Our project we had a lot of business functionality related to historical data and effectively of this data. For this reason, in order to have reliable tests, we had to use different implementation of our TimeService interface. In tests, we overridden the default implementation and that allowed us to move the time according to a particular test needs. This is the default implementation:
<bean id="timeService" class=" TimeService"/>
Then in a different Spring configuration file, which is loaded only during testing we override the previous declaration:
<bean id="timeService" class=" TimeServiceStub"/>
Also, since our DAO weren’t transaction managed, we wired them for the test to be transactional. The application dao was declared as:
<bean id="hibernateExampleDao" class="ExampleDAOHibernate">
<property name="sessionFactory">
<ref local="hibernateSessionFactory"/>
</property>
</bean>
and the bean used in tests looks like:
<bean id="transactionalHibernateExampleDAO" parent="transactionalProxyTemplate">
<property name="transactionAttributes">
<props>
<prop key="store*">PROPAGATION_REQUIRED</prop>
<prop key="save*">PROPAGATION_REQUIRED</prop>
<prop key="delete*">PROPAGATION_REQUIRED</prop>
<prop key="*">PROPAGATION_REQUIRED,readOnly</prop>
</props>
</property>
<property name="target">
<ref bean=" hibernateExampleDao"/>
</property>
</bean>
- Vendor Independence
Different server solutions have different performance and other characterizes, and there is no perfect one size fits for all solution. Alternatively, it may be found that certain functionality is just not suited to an implementation using a particular server. Thus it makes sense an application be decoupled from the vendor-specific implementations of container managed transactions and lookup resources. If there is ever a need to switch to another server implementation for reasons of functionality, performance, or any other concerns, using Spring now can make the eventual switch much easier.
However, most places seems to have already invested in a vendor’s stack and are not very likely to changed form one to another. Even in cases like that, since Spring is modular as well as free open source framework just about any part of it can be used and benefited. In our project Spring enable us with completely portable solution. The production environment, user acceptance and quality insurance testing were done on WebSphere application server. However, the developers of the team developed and tested on very light web server - Jetty. This saved a lot of time of deployment and configuration during development.
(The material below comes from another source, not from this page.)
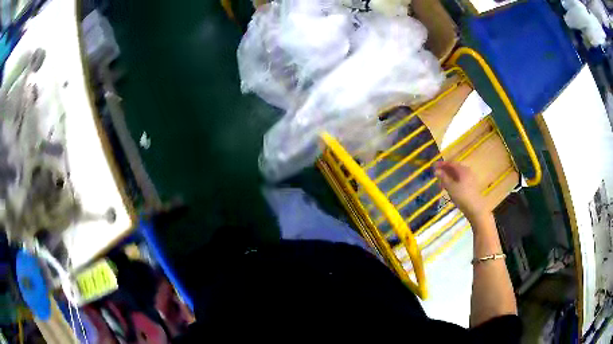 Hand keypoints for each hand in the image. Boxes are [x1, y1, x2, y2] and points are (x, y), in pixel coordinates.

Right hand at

Another very important benefit was that by using Jetty server together with Tapestry frameworks, we were able to see the changes on the screen immediately after refresh without any redeployment. Spring provided out of container transaction management declarative authentication with Acegi Security framework integrated with Spring, database connection pooling, property configuration manager. All of them were integrated by Spring out of the application server container.
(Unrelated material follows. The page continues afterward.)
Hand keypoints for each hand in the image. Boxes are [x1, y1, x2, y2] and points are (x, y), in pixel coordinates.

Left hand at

Spring is a powerful framework, which helps you build a loosely coupled flexible architecture. It helps in decoupling and greatly simplifies a software project development by removing dependency on the complex specification of application servers. By using more pragmatic approach, Spring can boost considerably developers productivity and efficiency. It can address in very simple and elegant way most infrastructure concerns of typical applications as well as allows you to seamlessly integrate with other framework used in a project.
I would like to thank to Dragos Manolescu, an enterprise architect at ThoughtWorks, for his great help and contributions to this article. Without his consistent guidelines I wouldn't be able to put it together.